With the New Year, I’ve been thinking a lot about fresh starts and new beginnings. There’s a mind-boggling array of books devoted to this theme:
— In some cases, the fresh start is internally driven, like L.M. Montgomery’s The Blue Castle or Colleen McCullough’s The Ladies of Missalonghi, in which the downtrodden spinster heroines decide enough is enough already, throw off the shackles of their families, speak their minds, and pursue them men they love;
— I’d put Sarah MacLean’s Nine Rules to Break When Romancing a Rake into this same category, a heroine who assesses her life and decides it’s time for a change, as I would Eva Ibbotsen’s A Company of Swans, in which the heroine makes the choice to run away from her father’s arid household to join a ballet company en route to the Amazon and adventure.

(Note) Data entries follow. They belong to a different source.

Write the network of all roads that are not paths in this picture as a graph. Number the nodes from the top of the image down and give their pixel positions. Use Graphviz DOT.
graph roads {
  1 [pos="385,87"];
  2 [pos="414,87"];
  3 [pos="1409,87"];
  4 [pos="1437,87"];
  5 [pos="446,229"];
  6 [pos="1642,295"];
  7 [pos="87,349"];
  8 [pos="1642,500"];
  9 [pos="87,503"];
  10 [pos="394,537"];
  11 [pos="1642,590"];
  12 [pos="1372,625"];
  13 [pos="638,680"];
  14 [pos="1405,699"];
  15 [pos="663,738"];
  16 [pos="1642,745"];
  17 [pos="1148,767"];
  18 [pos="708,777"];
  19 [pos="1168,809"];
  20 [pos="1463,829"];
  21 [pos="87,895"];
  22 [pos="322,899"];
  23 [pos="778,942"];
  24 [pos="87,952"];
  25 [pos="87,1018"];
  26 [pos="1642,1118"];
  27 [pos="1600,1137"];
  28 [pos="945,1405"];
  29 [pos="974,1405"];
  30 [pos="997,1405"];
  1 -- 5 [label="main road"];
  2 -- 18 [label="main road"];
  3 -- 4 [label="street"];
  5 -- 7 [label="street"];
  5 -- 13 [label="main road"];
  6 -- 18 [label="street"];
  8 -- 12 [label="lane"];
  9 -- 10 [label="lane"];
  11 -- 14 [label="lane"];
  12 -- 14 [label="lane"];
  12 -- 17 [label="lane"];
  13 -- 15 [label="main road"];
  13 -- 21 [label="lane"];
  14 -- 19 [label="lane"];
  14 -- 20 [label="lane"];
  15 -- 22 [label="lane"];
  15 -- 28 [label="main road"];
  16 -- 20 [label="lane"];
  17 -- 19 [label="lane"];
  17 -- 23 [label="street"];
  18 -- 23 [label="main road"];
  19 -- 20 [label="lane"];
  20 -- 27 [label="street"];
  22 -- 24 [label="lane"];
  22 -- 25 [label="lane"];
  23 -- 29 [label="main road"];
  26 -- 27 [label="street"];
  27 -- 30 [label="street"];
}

— In other cases, the change is entirely involuntary and unwanted. You see a lot of young adult literature with this theme: Frances Hodgson Burnett’s The Secret Garden, in which the death of the heroine’s parents propels her sulkily from India to a secluded house in Yorkshire– and, of course, a secret garden; Rosemary Clement-Moore’s The Splendor Falls, in which a fall ruins a teenager’s ballet career and sees her unwillingly dispatched from Manhattan to relatives down south; or, one of my favorites, Robin McKinley’s The Blue Sword, in which the heroine is kidnapped and carried away to a strange land with a strange culture to be trained to fight in a war of which she hasn’t even heard.
— Sometimes, making a fresh start means a journey away, a break with all that’s familiar, like Susan Elizabeth Phillips’s Breathing Room, in which the heroine flees the wreckage of career and relationship with a wild fling in Tuscany. There is, of course, the very archetype of this model, Elizabeth von Armin’s The Enchanted April in which four very different Englishwomen leave a dreary English spring and their problems behind to rent a castle in Tuscany.
— In other books, the fresh start is just the opposite: it’s going back to the beginning, like Susan Wiggs’s Just Breathe, in which the very pregnant heroine leaves the wreckage of her marriage to return to the home town she hasn’t seen since college. Ditto Susan Elizabeth Phillips’s Ain’t She Sweet? and It Had to Be You, both about heroines starting a new life by returning to the scene of the old one, or Mary Stewart’s wonderful Nine Coaches Waiting, in which, after years in an orphanage in England, the heroine returns to her native France, this time as a foreigner and a governess.
What are your favorite books about fresh starts and new beginnings?